*** Opening of INFORMATION SHOWN ***

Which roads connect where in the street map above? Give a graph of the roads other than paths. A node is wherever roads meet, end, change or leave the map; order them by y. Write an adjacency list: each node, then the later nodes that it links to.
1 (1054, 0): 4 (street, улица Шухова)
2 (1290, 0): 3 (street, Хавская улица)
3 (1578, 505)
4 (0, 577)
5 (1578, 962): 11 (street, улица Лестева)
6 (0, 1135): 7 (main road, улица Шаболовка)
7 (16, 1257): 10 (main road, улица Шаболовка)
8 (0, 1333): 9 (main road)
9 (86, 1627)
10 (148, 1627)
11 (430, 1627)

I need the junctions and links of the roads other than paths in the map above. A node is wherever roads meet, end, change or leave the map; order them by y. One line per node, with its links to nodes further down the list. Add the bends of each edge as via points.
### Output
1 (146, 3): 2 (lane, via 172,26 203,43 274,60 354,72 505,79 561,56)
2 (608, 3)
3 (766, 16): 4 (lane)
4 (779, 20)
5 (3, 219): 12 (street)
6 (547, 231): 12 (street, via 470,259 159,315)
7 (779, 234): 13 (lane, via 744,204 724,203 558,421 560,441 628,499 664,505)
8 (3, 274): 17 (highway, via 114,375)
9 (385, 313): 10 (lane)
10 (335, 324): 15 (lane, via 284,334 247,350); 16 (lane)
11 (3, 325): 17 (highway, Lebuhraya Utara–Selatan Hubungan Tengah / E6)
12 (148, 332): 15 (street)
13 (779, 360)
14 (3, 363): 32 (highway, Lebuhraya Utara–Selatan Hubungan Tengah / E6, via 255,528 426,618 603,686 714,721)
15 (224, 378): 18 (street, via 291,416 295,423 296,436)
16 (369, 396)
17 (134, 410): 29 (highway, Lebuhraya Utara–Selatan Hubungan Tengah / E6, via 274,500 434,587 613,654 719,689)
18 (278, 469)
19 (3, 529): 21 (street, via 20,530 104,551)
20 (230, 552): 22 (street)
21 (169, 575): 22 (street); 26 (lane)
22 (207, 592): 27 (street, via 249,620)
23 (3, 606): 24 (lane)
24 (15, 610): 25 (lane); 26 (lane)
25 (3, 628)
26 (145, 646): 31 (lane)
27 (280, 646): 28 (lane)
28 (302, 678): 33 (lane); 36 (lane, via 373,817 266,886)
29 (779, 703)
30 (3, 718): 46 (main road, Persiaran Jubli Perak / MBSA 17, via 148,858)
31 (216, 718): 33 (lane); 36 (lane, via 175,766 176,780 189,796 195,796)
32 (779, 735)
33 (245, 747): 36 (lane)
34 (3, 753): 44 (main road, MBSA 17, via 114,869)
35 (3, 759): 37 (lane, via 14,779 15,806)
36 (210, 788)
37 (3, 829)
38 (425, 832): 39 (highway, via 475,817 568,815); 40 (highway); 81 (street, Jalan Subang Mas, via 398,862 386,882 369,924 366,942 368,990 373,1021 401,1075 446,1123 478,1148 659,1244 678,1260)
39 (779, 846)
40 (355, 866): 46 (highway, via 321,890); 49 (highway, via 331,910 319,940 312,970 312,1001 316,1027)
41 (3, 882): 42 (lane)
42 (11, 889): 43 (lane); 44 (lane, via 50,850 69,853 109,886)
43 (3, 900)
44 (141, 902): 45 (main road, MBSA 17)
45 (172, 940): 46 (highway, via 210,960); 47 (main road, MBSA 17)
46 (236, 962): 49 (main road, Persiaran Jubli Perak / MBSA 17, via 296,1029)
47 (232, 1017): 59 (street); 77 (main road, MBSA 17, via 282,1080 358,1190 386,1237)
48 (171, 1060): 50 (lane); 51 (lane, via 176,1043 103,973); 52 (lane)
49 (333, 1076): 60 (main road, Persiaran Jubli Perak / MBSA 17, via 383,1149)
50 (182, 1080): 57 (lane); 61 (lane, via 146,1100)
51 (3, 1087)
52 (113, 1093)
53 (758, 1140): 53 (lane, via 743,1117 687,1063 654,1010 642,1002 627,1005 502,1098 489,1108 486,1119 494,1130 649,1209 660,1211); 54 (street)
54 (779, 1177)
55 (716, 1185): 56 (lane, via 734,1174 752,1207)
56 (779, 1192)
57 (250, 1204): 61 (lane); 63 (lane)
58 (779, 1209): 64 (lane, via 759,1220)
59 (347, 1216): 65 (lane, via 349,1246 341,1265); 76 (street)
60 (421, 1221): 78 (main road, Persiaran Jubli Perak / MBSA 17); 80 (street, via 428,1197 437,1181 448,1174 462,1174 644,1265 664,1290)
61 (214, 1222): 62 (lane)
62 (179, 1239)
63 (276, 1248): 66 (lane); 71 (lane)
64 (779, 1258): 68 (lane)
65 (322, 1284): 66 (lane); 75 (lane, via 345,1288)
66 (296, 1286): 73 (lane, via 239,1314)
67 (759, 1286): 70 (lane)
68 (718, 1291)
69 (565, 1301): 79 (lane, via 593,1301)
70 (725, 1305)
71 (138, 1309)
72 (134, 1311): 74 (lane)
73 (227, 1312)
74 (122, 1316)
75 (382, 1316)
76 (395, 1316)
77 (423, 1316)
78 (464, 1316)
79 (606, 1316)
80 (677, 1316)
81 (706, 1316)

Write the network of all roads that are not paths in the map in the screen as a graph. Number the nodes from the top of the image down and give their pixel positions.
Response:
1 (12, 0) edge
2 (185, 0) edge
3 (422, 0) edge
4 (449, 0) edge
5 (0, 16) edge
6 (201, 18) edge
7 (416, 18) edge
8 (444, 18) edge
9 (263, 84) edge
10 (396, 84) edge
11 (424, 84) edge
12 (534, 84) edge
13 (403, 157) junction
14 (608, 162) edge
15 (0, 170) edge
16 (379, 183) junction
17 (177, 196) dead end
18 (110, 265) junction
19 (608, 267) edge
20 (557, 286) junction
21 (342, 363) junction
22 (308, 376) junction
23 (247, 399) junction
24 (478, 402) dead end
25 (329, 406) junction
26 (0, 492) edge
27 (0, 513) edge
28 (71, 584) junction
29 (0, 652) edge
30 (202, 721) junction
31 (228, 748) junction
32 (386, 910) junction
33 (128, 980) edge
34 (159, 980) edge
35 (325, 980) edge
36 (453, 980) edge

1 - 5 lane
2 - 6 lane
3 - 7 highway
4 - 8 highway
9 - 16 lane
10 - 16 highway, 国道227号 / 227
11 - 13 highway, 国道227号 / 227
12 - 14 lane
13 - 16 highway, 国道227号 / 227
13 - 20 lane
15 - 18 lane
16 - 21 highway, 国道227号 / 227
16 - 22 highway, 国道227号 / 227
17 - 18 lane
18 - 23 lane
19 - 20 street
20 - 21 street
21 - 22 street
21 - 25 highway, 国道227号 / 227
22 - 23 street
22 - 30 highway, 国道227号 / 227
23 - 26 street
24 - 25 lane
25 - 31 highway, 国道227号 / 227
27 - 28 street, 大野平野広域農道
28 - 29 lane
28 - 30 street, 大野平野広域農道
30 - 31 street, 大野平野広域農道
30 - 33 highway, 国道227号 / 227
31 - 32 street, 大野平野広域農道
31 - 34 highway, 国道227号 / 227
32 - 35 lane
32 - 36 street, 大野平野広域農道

*** Close of INFORMATION SHOWN ***

Exactly reproduce the entries in their entirety.

Which roads connect where in the street map above? Give a graph of the roads other than paths. A node is wherever roads meet, end, change or leave the map; order them by y. Write an adjacency list: each node, then the later nodes that it links to.
1 (1054, 0): 4 (street, улица Шухова)
2 (1290, 0): 3 (street, Хавская улица)
3 (1578, 505)
4 (0, 577)
5 (1578, 962): 11 (street, улица Лестева)
6 (0, 1135): 7 (main road, улица Шаболовка)
7 (16, 1257): 10 (main road, улица Шаболовка)
8 (0, 1333): 9 (main road)
9 (86, 1627)
10 (148, 1627)
11 (430, 1627)

I need the junctions and links of the roads other than paths in the map above. A node is wherever roads meet, end, change or leave the map; order them by y. One line per node, with its links to nodes further down the list. Add the bends of each edge as via points.
### Output
1 (146, 3): 2 (lane, via 172,26 203,43 274,60 354,72 505,79 561,56)
2 (608, 3)
3 (766, 16): 4 (lane)
4 (779, 20)
5 (3, 219): 12 (street)
6 (547, 231): 12 (street, via 470,259 159,315)
7 (779, 234): 13 (lane, via 744,204 724,203 558,421 560,441 628,499 664,505)
8 (3, 274): 17 (highway, via 114,375)
9 (385, 313): 10 (lane)
10 (335, 324): 15 (lane, via 284,334 247,350); 16 (lane)
11 (3, 325): 17 (highway, Lebuhraya Utara–Selatan Hubungan Tengah / E6)
12 (148, 332): 15 (street)
13 (779, 360)
14 (3, 363): 32 (highway, Lebuhraya Utara–Selatan Hubungan Tengah / E6, via 255,528 426,618 603,686 714,721)
15 (224, 378): 18 (street, via 291,416 295,423 296,436)
16 (369, 396)
17 (134, 410): 29 (highway, Lebuhraya Utara–Selatan Hubungan Tengah / E6, via 274,500 434,587 613,654 719,689)
18 (278, 469)
19 (3, 529): 21 (street, via 20,530 104,551)
20 (230, 552): 22 (street)
21 (169, 575): 22 (street); 26 (lane)
22 (207, 592): 27 (street, via 249,620)
23 (3, 606): 24 (lane)
24 (15, 610): 25 (lane); 26 (lane)
25 (3, 628)
26 (145, 646): 31 (lane)
27 (280, 646): 28 (lane)
28 (302, 678): 33 (lane); 36 (lane, via 373,817 266,886)
29 (779, 703)
30 (3, 718): 46 (main road, Persiaran Jubli Perak / MBSA 17, via 148,858)
31 (216, 718): 33 (lane); 36 (lane, via 175,766 176,780 189,796 195,796)
32 (779, 735)
33 (245, 747): 36 (lane)
34 (3, 753): 44 (main road, MBSA 17, via 114,869)
35 (3, 759): 37 (lane, via 14,779 15,806)
36 (210, 788)
37 (3, 829)
38 (425, 832): 39 (highway, via 475,817 568,815); 40 (highway); 81 (street, Jalan Subang Mas, via 398,862 386,882 369,924 366,942 368,990 373,1021 401,1075 446,1123 478,1148 659,1244 678,1260)
39 (779, 846)
40 (355, 866): 46 (highway, via 321,890); 49 (highway, via 331,910 319,940 312,970 312,1001 316,1027)
41 (3, 882): 42 (lane)
42 (11, 889): 43 (lane); 44 (lane, via 50,850 69,853 109,886)
43 (3, 900)
44 (141, 902): 45 (main road, MBSA 17)
45 (172, 940): 46 (highway, via 210,960); 47 (main road, MBSA 17)
46 (236, 962): 49 (main road, Persiaran Jubli Perak / MBSA 17, via 296,1029)
47 (232, 1017): 59 (street); 77 (main road, MBSA 17, via 282,1080 358,1190 386,1237)
48 (171, 1060): 50 (lane); 51 (lane, via 176,1043 103,973); 52 (lane)
49 (333, 1076): 60 (main road, Persiaran Jubli Perak / MBSA 17, via 383,1149)
50 (182, 1080): 57 (lane); 61 (lane, via 146,1100)
51 (3, 1087)
52 (113, 1093)
53 (758, 1140): 53 (lane, via 743,1117 687,1063 654,1010 642,1002 627,1005 502,1098 489,1108 486,1119 494,1130 649,1209 660,1211); 54 (street)
54 (779, 1177)
55 (716, 1185): 56 (lane, via 734,1174 752,1207)
56 (779, 1192)
57 (250, 1204): 61 (lane); 63 (lane)
58 (779, 1209): 64 (lane, via 759,1220)
59 (347, 1216): 65 (lane, via 349,1246 341,1265); 76 (street)
60 (421, 1221): 78 (main road, Persiaran Jubli Perak / MBSA 17); 80 (street, via 428,1197 437,1181 448,1174 462,1174 644,1265 664,1290)
61 (214, 1222): 62 (lane)
62 (179, 1239)
63 (276, 1248): 66 (lane); 71 (lane)
64 (779, 1258): 68 (lane)
65 (322, 1284): 66 (lane); 75 (lane, via 345,1288)
66 (296, 1286): 73 (lane, via 239,1314)
67 (759, 1286): 70 (lane)
68 (718, 1291)
69 (565, 1301): 79 (lane, via 593,1301)
70 (725, 1305)
71 (138, 1309)
72 (134, 1311): 74 (lane)
73 (227, 1312)
74 (122, 1316)
75 (382, 1316)
76 (395, 1316)
77 (423, 1316)
78 (464, 1316)
79 (606, 1316)
80 (677, 1316)
81 (706, 1316)

Write the network of all roads that are not paths in the map in the screen as a graph. Number the nodes from the top of the image down and give their pixel positions.
Response:
1 (12, 0) edge
2 (185, 0) edge
3 (422, 0) edge
4 (449, 0) edge
5 (0, 16) edge
6 (201, 18) edge
7 (416, 18) edge
8 (444, 18) edge
9 (263, 84) edge
10 (396, 84) edge
11 (424, 84) edge
12 (534, 84) edge
13 (403, 157) junction
14 (608, 162) edge
15 (0, 170) edge
16 (379, 183) junction
17 (177, 196) dead end
18 (110, 265) junction
19 (608, 267) edge
20 (557, 286) junction
21 (342, 363) junction
22 (308, 376) junction
23 (247, 399) junction
24 (478, 402) dead end
25 (329, 406) junction
26 (0, 492) edge
27 (0, 513) edge
28 (71, 584) junction
29 (0, 652) edge
30 (202, 721) junction
31 (228, 748) junction
32 (386, 910) junction
33 (128, 980) edge
34 (159, 980) edge
35 (325, 980) edge
36 (453, 980) edge

1 - 5 lane
2 - 6 lane
3 - 7 highway
4 - 8 highway
9 - 16 lane
10 - 16 highway, 国道227号 / 227
11 - 13 highway, 国道227号 / 227
12 - 14 lane
13 - 16 highway, 国道227号 / 227
13 - 20 lane
15 - 18 lane
16 - 21 highway, 国道227号 / 227
16 - 22 highway, 国道227号 / 227
17 - 18 lane
18 - 23 lane
19 - 20 street
20 - 21 street
21 - 22 street
21 - 25 highway, 国道227号 / 227
22 - 23 street
22 - 30 highway, 国道227号 / 227
23 - 26 street
24 - 25 lane
25 - 31 highway, 国道227号 / 227
27 - 28 street, 大野平野広域農道
28 - 29 lane
28 - 30 street, 大野平野広域農道
30 - 31 street, 大野平野広域農道
30 - 33 highway, 国道227号 / 227
31 - 32 street, 大野平野広域農道
31 - 34 highway, 国道227号 / 227
32 - 35 lane
32 - 36 street, 大野平野広域農道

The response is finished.